By James McGurk
Working out what nature is worth is increasingly important if we are to motivate governments and businesses to allocate resources to conservation. But how can you put a value on such an abstract concept?
On the 25th February, influential conservation scientist Georgina Mace led a guest seminar at Durham University to discuss this pressing issue.
During the seminar, Mace presented worrying research showing that at local scales, species richness has declined by 14% between the years 1500 and 2000. That decline is accelerating; if we’re to honour a government white paper pledging to be the first generation that leaves the environment in a better state than that in which we inherited it, we have to turn things around. But looking at the value of nature may provide a way to do so.
Some values of nature are obvious. We can easily calculate the yield of a fishery, for example, and calculate how much will be lost if overfishing almost eradicates the population – as has happened far too often, even in Newfoundland, formerly the world’s most productive fishing grounds. We can easily see that marine protected areas quickly pay for themselves by increasing the catch in adjacent waters by 46-90%.
Others are less obvious. What are the puffins on the local coastline worth?
That’s not as pointless a question as it might seem. There is only a finite amount of money that could be allocated towards conservation and an effectively infinite list of other things we could spend it on. With 5583 species currently critically endangered according to IUCN (International Union for the Conservation of Nature) and countless species we lack the data to classify, we can’t save everything from anthropogenic threats.
So we must determine how much to spend on conservation, and what to prioritise. This is an issue Mace has researched and advised the government on for many years.
Around the turn of the millennium, putting a financial value to nature was a major focus of conservation. The resulting values were often astounding: for instance, continuing to emit CO2 at current levels will cost $14.6 – $20.6 billion to coral reef fisheries alone compared to a small, easily-feasible reduction in emissions.
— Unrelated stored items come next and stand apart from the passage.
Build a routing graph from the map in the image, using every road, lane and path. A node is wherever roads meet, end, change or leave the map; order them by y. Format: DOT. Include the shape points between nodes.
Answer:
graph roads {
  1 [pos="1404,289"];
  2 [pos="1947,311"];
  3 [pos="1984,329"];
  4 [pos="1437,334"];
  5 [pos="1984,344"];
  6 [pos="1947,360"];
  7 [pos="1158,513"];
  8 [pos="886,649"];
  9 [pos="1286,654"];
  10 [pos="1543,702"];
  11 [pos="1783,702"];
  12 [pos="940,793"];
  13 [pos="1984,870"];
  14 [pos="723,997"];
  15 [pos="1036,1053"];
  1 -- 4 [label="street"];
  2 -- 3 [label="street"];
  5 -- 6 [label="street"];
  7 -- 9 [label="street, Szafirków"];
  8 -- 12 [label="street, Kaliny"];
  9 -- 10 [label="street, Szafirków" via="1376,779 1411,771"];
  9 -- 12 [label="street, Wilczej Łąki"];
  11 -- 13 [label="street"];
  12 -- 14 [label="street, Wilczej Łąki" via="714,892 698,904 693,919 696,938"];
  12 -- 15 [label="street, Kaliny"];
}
This is just one valuable benefit provided by coral reefs, and even then, excludes further costs in lost livelihoods. Similar studies showed that the destructive exploitation of many ecosystems often costs more than it’s worth.
Yet Mace stressed from the start of her talk that nature’s value is more than monetary. Nature brings us many services we can’t live without, like oxygen production, or creating and maintaining soils. Others are hard to quantify: it brings happiness to many people, inspires art, has important roles in many cultures, holds the genetic diversity we need to develop more productive crops and more effective medicines… the list is enormous.
Financial valuations are useful to persuade policy-makers that conservation investment brings big returns, but will always underestimate nature’s worth. They often show that exploitation brings short-term private profit but incurs greater costs in the long-term, which are spread across the community; this is not enough to stop unscrupulous corporations taking that quick, unsustainable profit.
Mace contributed to a recent study incorporating those non-market values, such as recreational value, to estimates of the future value of agricultural land in the UK. The result: reducing greenhouse gas emissions combined with strengthening environmental regulations gave the greatest future productivity.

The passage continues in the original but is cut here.